Higher CD56 Expression on Multiple Myeloma Cells Increases CD38 Expression, Reduces Intracellular NAD+ Levels, and Enhances the Efficacy of Daratumumab-Based Treatment Strategies

NCAM1 (Neural Cell Adhesion Molecule 1), also known as CD56, is a member of the immunoglobulin superfamily and is deregulated in many tumors. In multiple myeloma (MM), high levels of CD56 are observed on MM cells in 70% of patients. This molecule has several functions including tumor growth, adhesion and response to therapy, as suggested by several studies. However, an extensive analysis of the specific landscape underlying its presence and its role as a prognostic biomarker is lacking, especially in MM.

Here, we evaluated CD56 surface levels on tumor cells collected from 136 newly diagnosed MM patients (Policlinic San Martino Hospital, Genoa, Italy) and found that low CD56 expression significantly correlated with extramedullary disease (EMD) (p = .016) while high CD56 levels were associated with a lower risk of disease progression or death (p = .003). When evaluating the surface expression of MM cells, we surprisingly found a positive correlation between CD56 and CD38 levels (p < .0001), which was replicated in a panel of MM cell lines (p = .02).

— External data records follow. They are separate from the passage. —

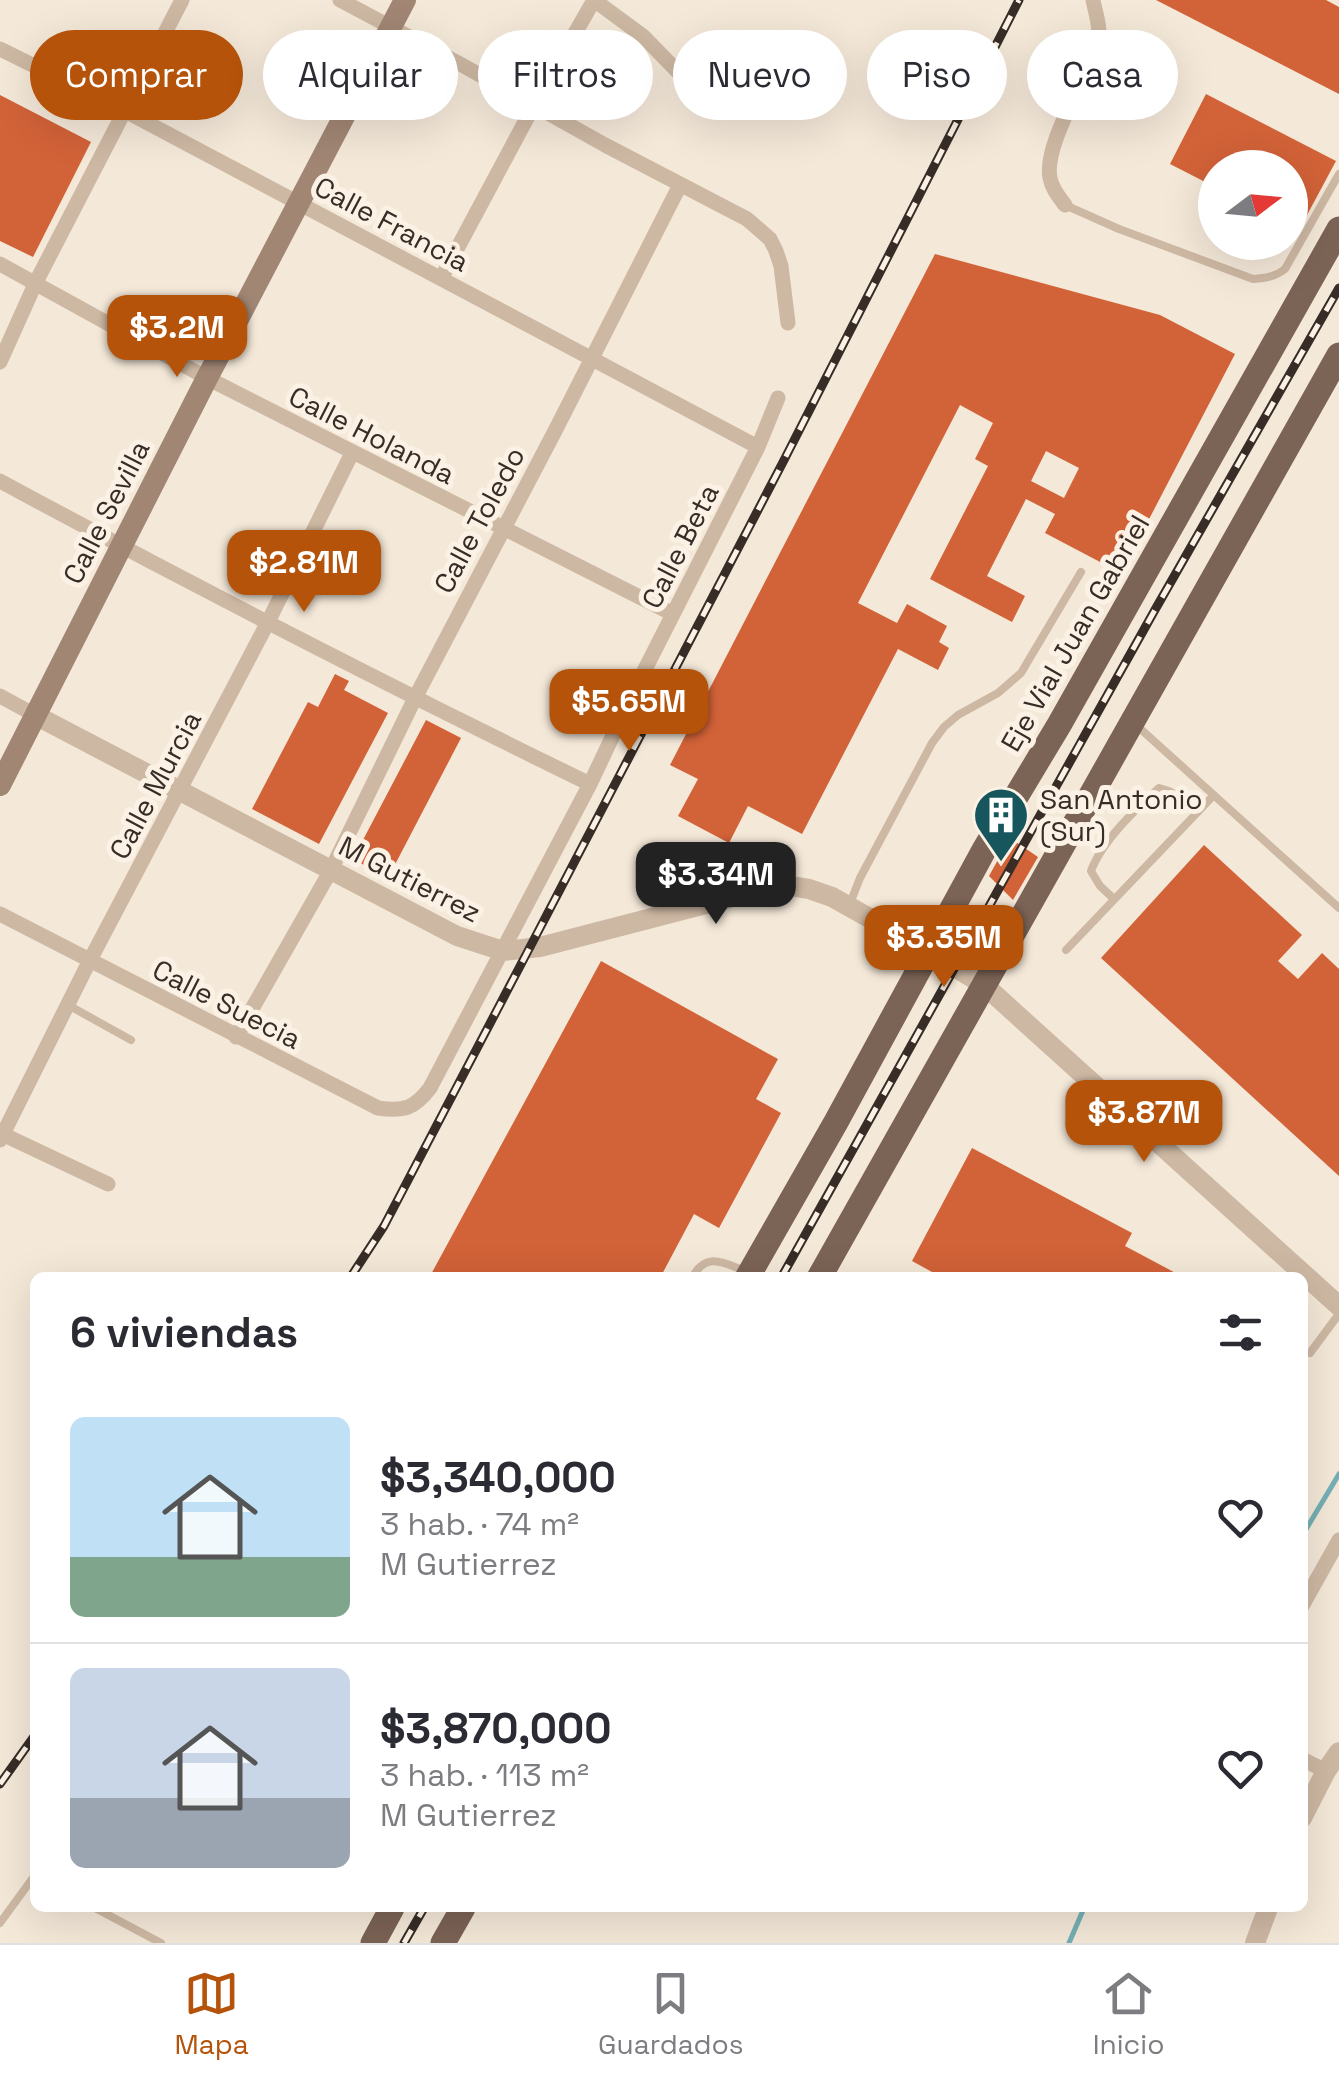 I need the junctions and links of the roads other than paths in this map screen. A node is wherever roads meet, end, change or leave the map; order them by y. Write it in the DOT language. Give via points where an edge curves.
graph roads {
  1 [pos="182,0"];
  2 [pos="340,0"];
  3 [pos="405,0"];
  4 [pos="594,0"];
  5 [pos="1093,0"];
  6 [pos="390,28"];
  7 [pos="167,30"];
  8 [pos="577,30"];
  9 [pos="0,49"];
  10 [pos="30,64"];
  11 [pos="673,67"];
  12 [pos="478,75"];
  13 [pos="121,120"];
  14 [pos="145,120"];
  15 [pos="526,120"];
  16 [pos="561,120"];
  17 [pos="1339,174"];
  18 [pos="680,185"];
  19 [pos="300,204"];
  20 [pos="1065,205"];
  21 [pos="1339,229"];
  22 [pos="0,264"];
  23 [pos="442,277"];
  24 [pos="36,282"];
  25 [pos="788,322"];
  26 [pos="1339,355"];
  27 [pos="592,358"];
  28 [pos="0,362"];
  29 [pos="208,378"];
  30 [pos="778,398"];
  31 [pos="758,447"];
  32 [pos="352,453"];
  33 [pos="0,481"];
  34 [pos="502,528"];
  35 [pos="122,547"];
  36 [pos="1081,572"];
  37 [pos="673,614"];
  38 [pos="268,622"];
  39 [pos="0,696"];
  40 [pos="414,698"];
  41 [pos="35,714"];
  42 [pos="1132,721"];
  43 [pos="590,784"];
  44 [pos="0,785"];
  45 [pos="181,790"];
  46 [pos="1214,795"];
  47 [pos="1199,810"];
  48 [pos="331,870"];
  49 [pos="1114,899"];
  50 [pos="849,906"];
  51 [pos="1339,908"];
  52 [pos="0,914"];
  53 [pos="1066,950"];
  54 [pos="503,951"];
  55 [pos="930,952"];
  56 [pos="89,962"];
  57 [pos="984,986"];
  58 [pos="68,1005"];
  59 [pos="236,1037"];
  60 [pos="131,1040"];
  61 [pos="430,1088"];
  62 [pos="1,1136"];
  63 [pos="108,1184"];
  64 [pos="695,1272"];
  65 [pos="742,1272"];
  66 [pos="750,1272"];
  67 [pos="826,1272"];
  68 [pos="1301,1272"];
  69 [pos="1308,1278"];
  70 [pos="1339,1306"];
  71 [pos="1339,1314"];
  72 [pos="1310,1352"];
  73 [pos="1339,1540"];
  74 [pos="1308,1595"];
  75 [pos="1339,1752"];
  76 [pos="1308,1762"];
  77 [pos="1326,1771"];
  78 [pos="1308,1806"];
  79 [pos="23,1868"];
  80 [pos="30,1872"];
  81 [pos="30,1882"];
  82 [pos="103,1912"];
  83 [pos="390,1912"];
  84 [pos="461,1912"];
  85 [pos="1267,1912"];
  86 [pos="0,1922"];
  87 [pos="161,1943"];
  88 [pos="372,1943"];
  89 [pos="443,1943"];
  90 [pos="1255,1943"];
  1 -- 7 [label="street"];
  2 -- 6 [label="street"];
  3 -- 6 [label="main road, Calle Sevilla"];
  4 -- 8 [label="street"];
  4 -- 11 [label="street"];
  5 -- 20 [label="street" via="1100,36 1049,164 1053,190"];
  6 -- 12 [label="street"];
  6 -- 19 [label="main road, Calle Sevilla"];
  9 -- 10 [label="street, Calle Francia"];
  13 -- 24 [label="street"];
  14 -- 19 [label="street, Calle Francia"];
  15 -- 23 [label="street"];
  16 -- 18 [label="street"];
  17 -- 20 [label="lane" via="1285,268 1261,278"];
  18 -- 25 [label="street" via="747,219 770,239 781,266"];
  18 -- 27 [label="street, Calle Toledo"];
  19 -- 23 [label="street, Calle Francia"];
  19 -- 29 [label="main road, Calle Sevilla"];
  21 -- 55 [label="main road, Eje Vial Juan Gabriel"];
  22 -- 24 [label="street, Calle Holanda"];
  23 -- 27 [label="street, Calle Francia"];
  24 -- 28 [label="street"];
  24 -- 29 [label="street, Calle Holanda"];
  26 -- 42 [label="main road"];
  27 -- 31 [label="street, Calle Francia"];
  27 -- 34 [label="street, Calle Toledo"];
  29 -- 32 [label="street, Calle Holanda"];
  29 -- 35 [label="main road, Calle Sevilla"];
  30 -- 31 [label="street, Calle Beta"];
  31 -- 37 [label="street, Calle Beta"];
  32 -- 34 [label="street, Calle Holanda"];
  32 -- 38 [label="street, Calle Murcia"];
  33 -- 35 [label="street"];
  34 -- 37 [label="street, Calle Holanda"];
  34 -- 40 [label="street, Calle Toledo"];
  35 -- 38 [label="street"];
  35 -- 41 [label="main road, Calle Sevilla"];
  36 -- 50 [label="lane" via="1021,673 958,714 932,743"];
  37 -- 43 [label="street, Calle Beta"];
  38 -- 40 [label="street"];
  38 -- 45 [label="street, Calle Murcia"];
  39 -- 41 [label="street, M Gutierrez"];
  40 -- 43 [label="street"];
  40 -- 48 [label="street, Calle Toledo"];
  41 -- 44 [label="main road, Calle Sevilla"];
  41 -- 45 [label="street, M Gutierrez"];
  42 -- 46 [label="lane"];
  42 -- 57 [label="main road"];
  43 -- 54 [label="street, Calle Beta"];
  45 -- 48 [label="street, M Gutierrez"];
  45 -- 56 [label="street, Calle Murcia"];
  46 -- 47 [label="lane"];
  46 -- 51 [label="lane"];
  47 -- 49 [label="lane"];
  47 -- 49 [label="lane" via="1158,788 1134,812 1090,871"];
  48 -- 54 [label="street, M Gutierrez" via="457,936"];
  48 -- 59 [label="street, Calle Toledo"];
  49 -- 53 [label="lane"];
  50 -- 54 [label="street, M Gutierrez" via="809,889 771,887"];
  50 -- 55 [label="street, M Gutierrez"];
  52 -- 56 [label="street, Calle Suecia"];
  54 -- 61 [label="street, Calle Beta"];
  55 -- 57 [label="street, M Gutierrez"];
  55 -- 66 [label="main road, Eje Vial Juan Gabriel"];
  56 -- 58 [label="street, Calle Murcia"];
  56 -- 59 [label="street, Calle Suecia"];
  57 -- 67 [label="main road"];
  57 -- 68 [label="street, M Gutierrez"];
  58 -- 60 [label="lane"];
  58 -- 62 [label="street, Calle Murcia"];
  59 -- 61 [label="street, Calle Suecia" via="378,1108 410,1106"];
  62 -- 63 [label="street"];
  64 -- 65 [label="lane" via="716,1260"];
  69 -- 70 [label="street, M Gutierrez"];
  71 -- 72 [label="lane"];
  73 -- 74 [label="street"];
  75 -- 77 [label="street"];
  76 -- 77 [label="street"];
  77 -- 78 [label="street"];
  79 -- 80 [label="lane"];
  81 -- 86 [label="lane"];
  82 -- 87 [label="lane"];
  83 -- 88 [label="main road"];
  84 -- 89 [label="main road"];
  85 -- 90 [label="street"];
}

To gain insight into the biological significance of this, we challenged a panel of MM cell lines with Daratumumab (DARA), a standard-of-care CD38 antibody that kills MM cells through multiple mechanisms including antibody-dependent cellular cytotoxicity (ADCC). Given the correlation between the expression of CD56 and CD38, we hypothesized that higher CD56 expression would lead to enhanced DARA-mediated ADCC. We performed standard 3-hour ADCC assays using NK cells from healthy donors as effector cells and CD56-positive or -negative cell lines. Myeloma cells were stained with calcein-AM and co-cultured with NK cells at indicated effector:target (E:T) ratios. The assay was assessed in the presence or absence of 1μg/mL Daratumumab. We found that MM cell lines with high expression of CD56 were more sensitive to DARA-mediated NK cell killing (p = .004 at ratio 1:1 E:T). Consistently, MM patients with higher levels of CD56 (N = 8) had better overall response rates to DARA-based therapies compared to patients with lower levels (N = 9). CD56 and CD38 are not known to interact, so this correlation may be mediated by the NAD+ biosynthesis pathway.

CD38 is a critical enzyme for breaking down NAD ⁺ in cells. We found that ectopic expression of CD56 led to lower intracellular NAD ⁺ levels (MM1S overexpressing CD56 p = .0875; RPMI 8226 overexpressing CD56 p = .0003) and increased CD38 enzymatic activity (MM1S overexpressing CD56 p = .0035; RPMI 8226 overexpressing CD56 p = .0478), as measured by a cyclase activity assay. As a result, CD56 surface levels affected MM cells' sensitivity to NAD ⁺-lowering agents, including next-generation NAMPT inhibitors. Indeed, MTS assays confirm that CD56-overexpressing MM cells were more vulnerable to these small molecules, whereas CD56 silencing made cells more resistant.

In conclusion, our data suggest CD56 levels as an important determinant of sensitivity to DARA-based therapies. Moreover, our results suggest the next-generation NAMPT inhibitors as an additional therapeutic strategy for CD56-expressing MM patients.